(Limb landmark coordinates)
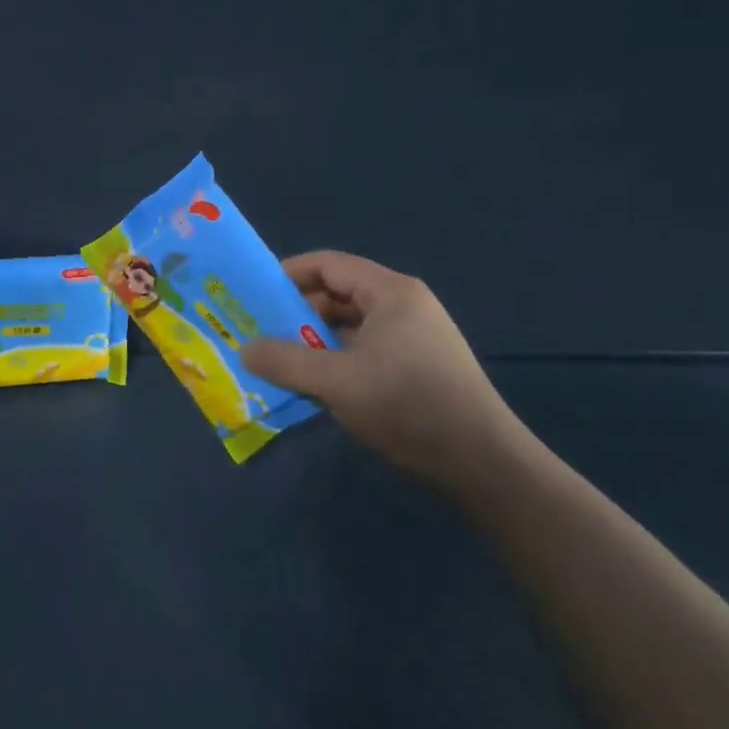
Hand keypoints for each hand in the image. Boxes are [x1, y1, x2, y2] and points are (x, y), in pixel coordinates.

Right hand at [243, 251, 528, 492]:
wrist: (484, 464)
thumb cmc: (408, 405)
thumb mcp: (337, 382)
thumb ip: (285, 361)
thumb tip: (244, 348)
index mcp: (391, 292)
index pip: (328, 264)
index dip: (287, 274)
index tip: (254, 294)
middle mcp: (405, 305)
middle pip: (339, 293)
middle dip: (297, 311)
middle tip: (260, 331)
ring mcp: (416, 336)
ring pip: (352, 325)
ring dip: (316, 339)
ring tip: (281, 360)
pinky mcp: (420, 366)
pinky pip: (366, 349)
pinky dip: (338, 359)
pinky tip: (318, 384)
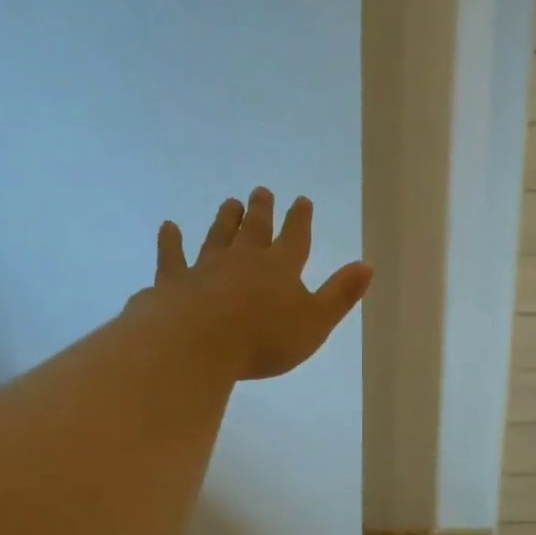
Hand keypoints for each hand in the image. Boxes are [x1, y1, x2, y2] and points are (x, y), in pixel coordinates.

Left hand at [145, 188, 372, 380]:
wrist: (197, 343)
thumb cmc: (264, 338)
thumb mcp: (316, 322)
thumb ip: (340, 294)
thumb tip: (366, 265)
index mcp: (281, 268)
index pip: (295, 238)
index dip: (300, 219)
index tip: (301, 200)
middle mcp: (244, 259)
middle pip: (255, 229)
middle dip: (261, 210)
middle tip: (261, 191)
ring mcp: (206, 267)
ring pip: (218, 236)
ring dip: (226, 219)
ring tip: (230, 203)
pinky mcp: (174, 281)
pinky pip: (173, 256)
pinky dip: (171, 241)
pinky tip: (168, 228)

### Problem to solve
Would you please set down the data above again exactly, without its pictures?

### Solution to this exercise
Hand keypoints for each hand in the image. Boxes are [x1, y1, x2, y2] and points are (x, y), in pixel coordinates.

Right hand at [243, 251, 528, 492]:
wrist: (484, 464)
thumb cmc: (408, 405)
thumb mcp: (337, 382)
thumb ip: (285, 361)
thumb tip: (244, 348)
index mcp: (391, 292)
index pip: (328, 264)
index dip: (287, 274)
index tip: (254, 294)
middle mcp: (405, 305)
middle pip: (339, 293)
middle dip: (297, 311)
middle tip: (260, 331)
ring mcp: (416, 336)
ring pip: (352, 325)
ring dip: (316, 339)
ring tip: (281, 360)
pinky mcp: (420, 366)
pinky pip: (366, 349)
pinky dip: (338, 359)
pinky tip: (318, 384)
Hand keypoints for each hand in the image. Boxes are [x1, y1, x2, y2] and points are (x, y), in pixel coordinates.

Left hand at [145, 188, 372, 380]:
wrist: (197, 343)
thumb cmc: (264, 338)
thumb mcp: (316, 322)
thumb ip: (340, 294)
thumb tip: (366, 265)
index mcp: (281, 268)
index pip: (295, 238)
index dip: (300, 219)
index tip: (301, 200)
middle mcp: (244, 259)
middle pip: (255, 229)
middle dip: (261, 210)
middle tip: (261, 191)
ring mcp: (206, 267)
ring pip: (218, 236)
ring dip: (226, 219)
ring tip: (230, 203)
pinky mcp: (174, 281)
pinky pip: (173, 256)
pinky dip: (171, 241)
pinky tip: (168, 228)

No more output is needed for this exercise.